The country’s Finance minister David Bahati said President Yoweri Museveni had ordered that no new sports betting company should be licensed Uganda and permits for existing ones be renewed.

“We have received a directive from President Museveni to stop licensing sports betting, gaming and gambling companies,” Mr Bahati was quoted saying last weekend.

“The President has now directed the board which has been regulating them that…from now onwards, no new companies are going to be licensed. Those which are already registered, no renewal of licenses when they expire.”

The minister who spoke during a church function said the decision had been taken “because sports betting companies have diverted the attention of youth from hard work.”

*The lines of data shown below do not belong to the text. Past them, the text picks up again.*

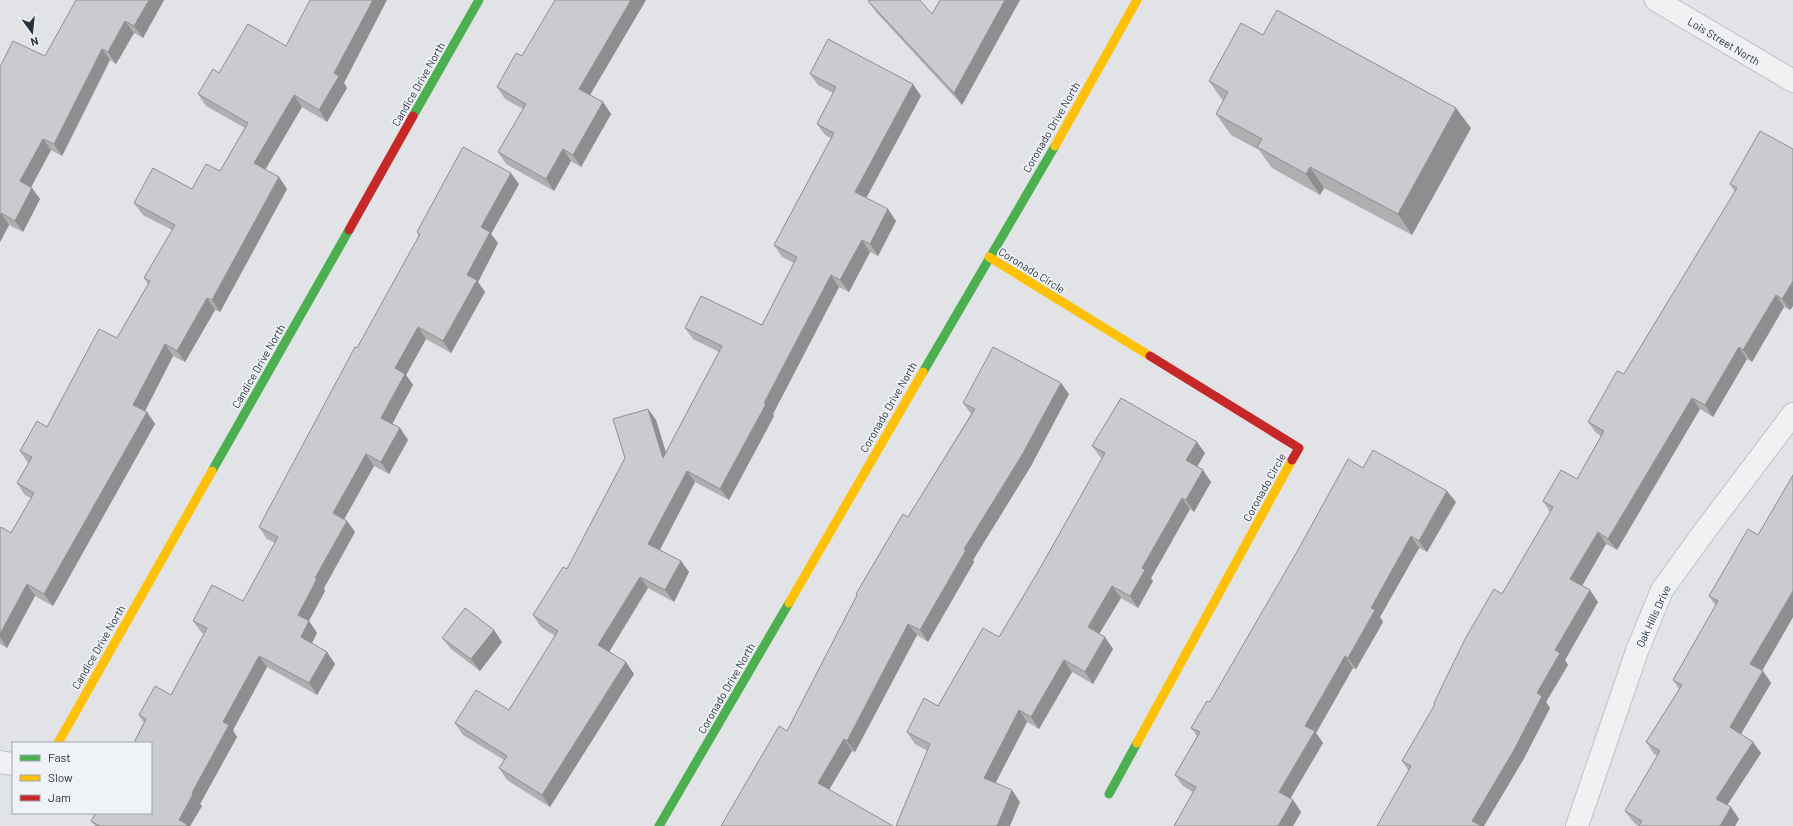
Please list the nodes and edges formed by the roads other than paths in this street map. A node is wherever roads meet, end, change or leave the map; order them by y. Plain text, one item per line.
1 (479, 0) edge
2 (1137, 0) edge
3 (1656, 0) edge
4 (1793, 81) edge
5 (989, 257) junction
6 (1793, 414) edge
7 (59, 742) edge
8 (0, 762) edge
9 (12, 764) edge
10 (1109, 794) dead end
11 (659, 826) edge
12 (1577, 826) edge

1 - 7 street, Candice Drive North
2 - 5 street, Coronado Drive North
3 - 4 street, Lois Street North
5 - 10 street, Coronado Circle
5 - 11 street, Coronado Drive North
6 - 12 street, Oak Hills Drive
8 - 9 street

This deals a blow to firms that had looked to Uganda as the new frontier for growth. SportPesa started operations in Uganda in late 2017.

President Museveni’s position is a departure from 2017 when he hailed SportPesa entry into Uganda, arguing it was a boost to the sports industry.

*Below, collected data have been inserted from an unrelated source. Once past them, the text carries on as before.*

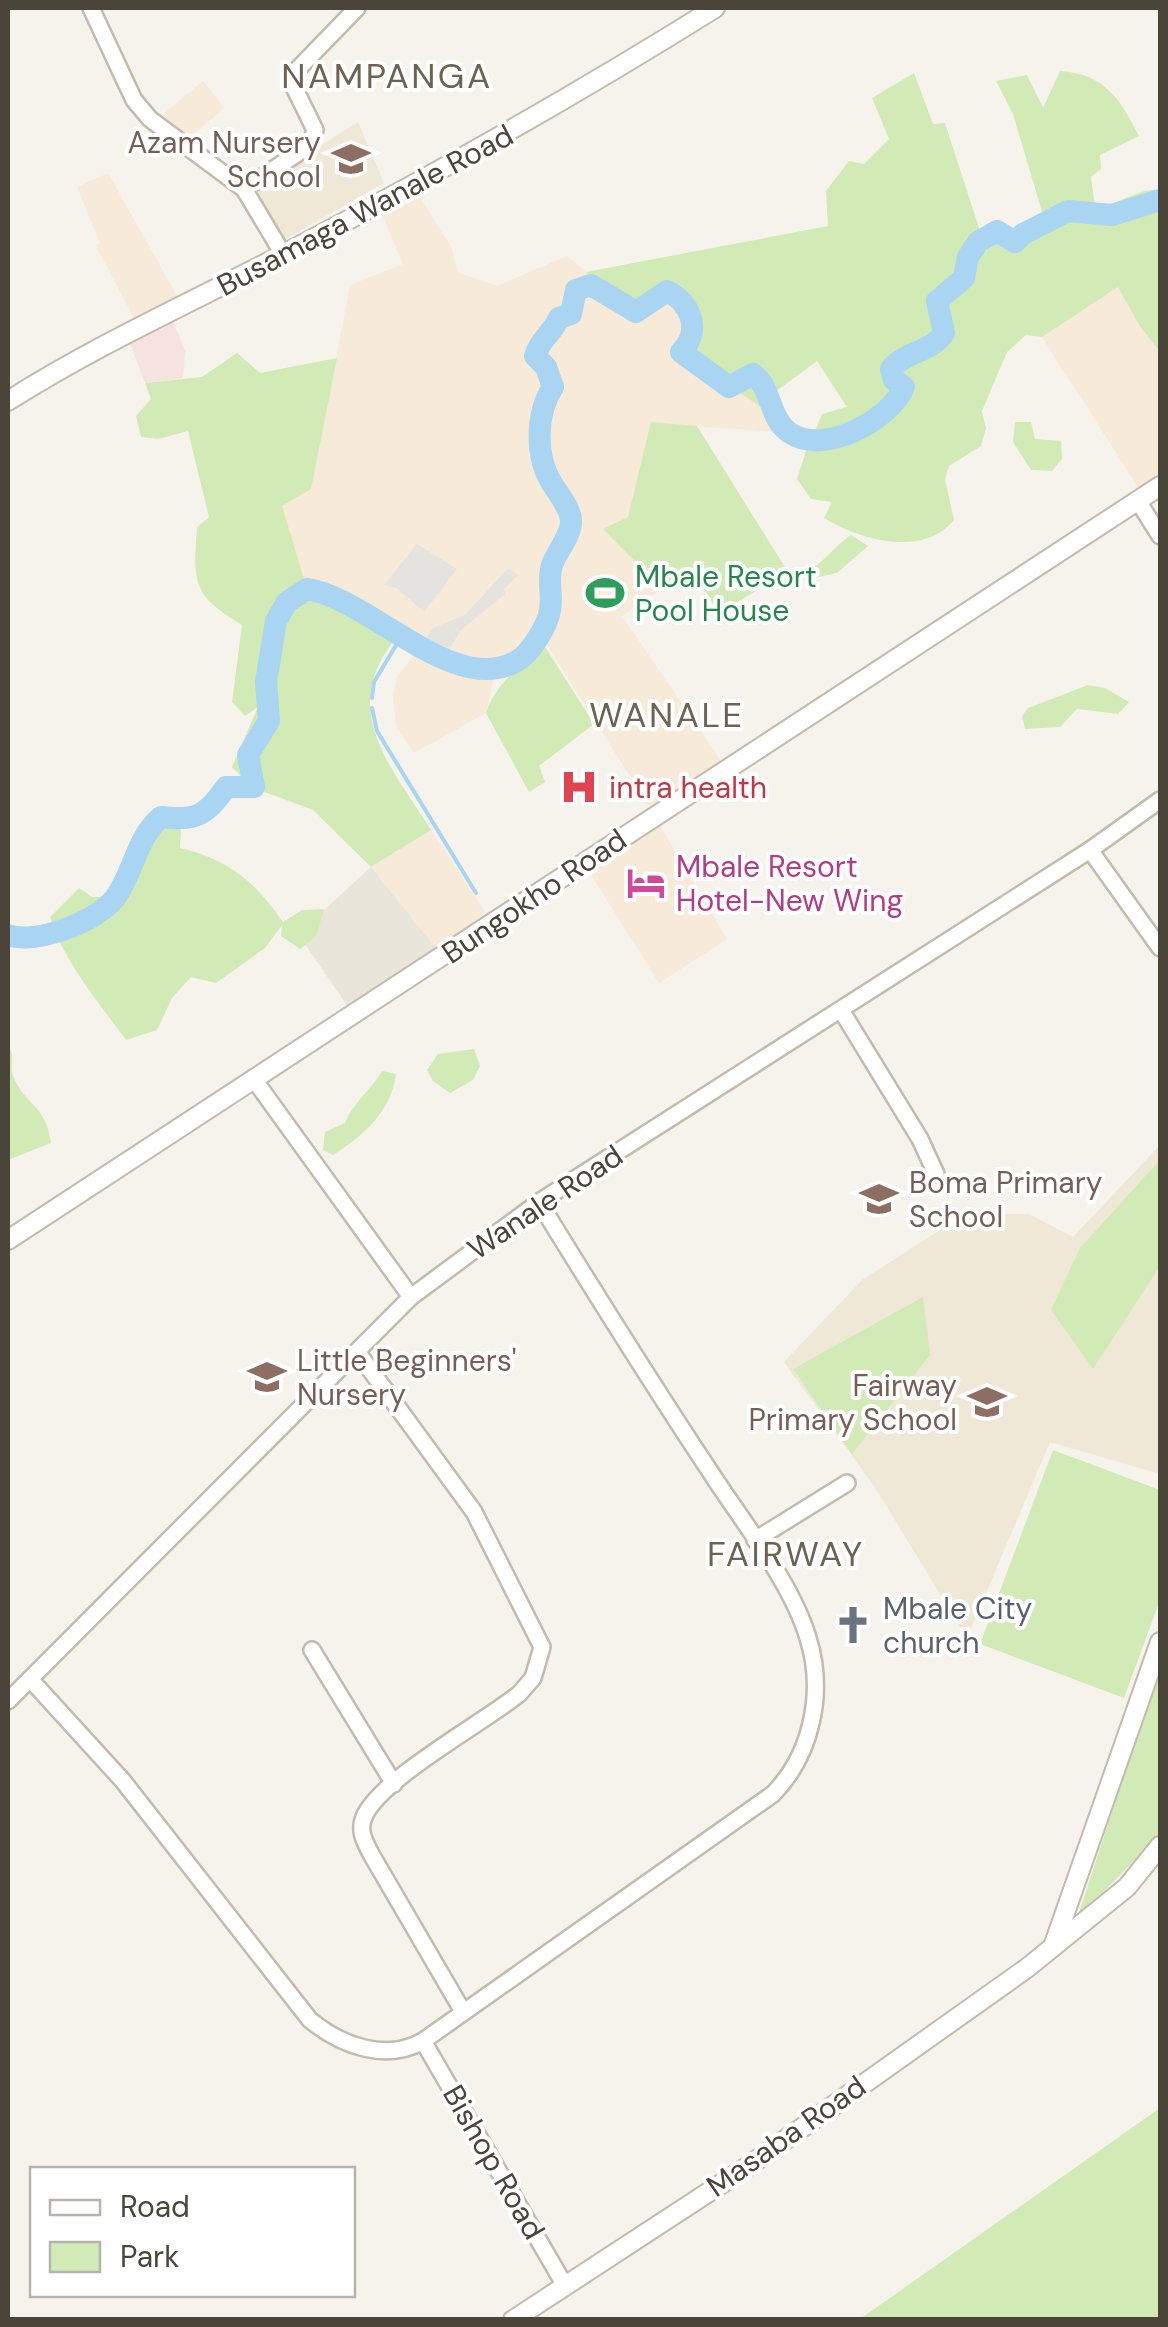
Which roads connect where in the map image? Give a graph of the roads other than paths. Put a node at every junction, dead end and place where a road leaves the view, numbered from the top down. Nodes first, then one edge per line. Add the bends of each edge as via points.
1 (91, 8) edge
2 (357, 8) edge
3 (715, 8) edge
4 (244, 189) junction
5 (283, 254) junction
6 (8, 400) edge
7 (1160, 486) edge
8 (1138, 501) junction
9 (1160, 536) edge
10 (1160, 800) edge
11 (1090, 850) junction
12 (1160, 948) edge
13 (842, 1010) junction
14 (252, 1078) junction
15 (936, 1174) dead end
16 (539, 1202) junction
17 (8, 1240) edge
18 (411, 1297) junction
19 (358, 1352) junction
20 (847, 1483) dead end
21 (755, 1540) junction
22 (1160, 1642) edge
23 (312, 1650) dead end
24 (30, 1678) junction
25 (8, 1702) edge
26 (394, 1784) junction
27 (1160, 1846) edge
28 (1054, 1945) junction
29 (462, 2010) junction
30 (423, 2041) junction
31 (564, 2284) junction
32 (513, 2320) edge

1 - 4 street via 134,100 150,119
2 - 4 street via 293,74 315,130 310,145
3 - 5 street, Busamaga Wanale Road via 522,128
4 - 5 street
5 - 6 street, Busamaga Wanale Road via 82,354
7 - 8 street, Bungokho Road
8 - 9 street
8 - 14 street, Bungokho Road
10 - 11 street, Wanale Road
11 - 12 street
11 - 13 street, Wanale Road
13 - 15 street
13 - 16 street, Wanale Road
14 - 17 street, Bungokho Road
14 - 18 street
16 - 18 street, Wanale Road
16 - 21 street
18 - 19 street, Wanale Road
19 - 24 street, Wanale Road
19 - 26 street via 474,1512 542,1647 533,1678 519,1694
20 - 21 street
21 - 29 street via 808,1636 815,1671 814,1711 792,1774 773,1794
22 - 28 street
23 - 26 street
24 - 25 street, Wanale Road
24 - 30 street via 123,1781 310,2020 385,2054
26 - 29 street via 372,1804 362,1833
27 - 28 street, Masaba Road via 1127,1888
28 - 31 street, Masaba Road via 744,2169
29 - 30 street
30 - 31 street, Bishop Road
31 - 32 street, Masaba Road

“The group seeks to help the government empower the youth through football and increase revenue by strictly regulating betting,” President Museveni said in the 2017 meeting with SportPesa.

BetLion, which started Kenya operations in December, has gained market share in Uganda market since setting shop early this year riding on sports sponsorship.

British betting tycoon Victor Chandler, who is worth £230million (Sh30.1 billion), is a significant shareholder of the Kenyan unit of BetLion that also count local investors as owners.

The ban is in contrast to Kenya, which eased online betting taxes.

Kenya in September more than halved tax on gaming to 15 percent from 35 percent — which was imposed in January last year and suffocated the fledgling industry, hurting supporting businesses.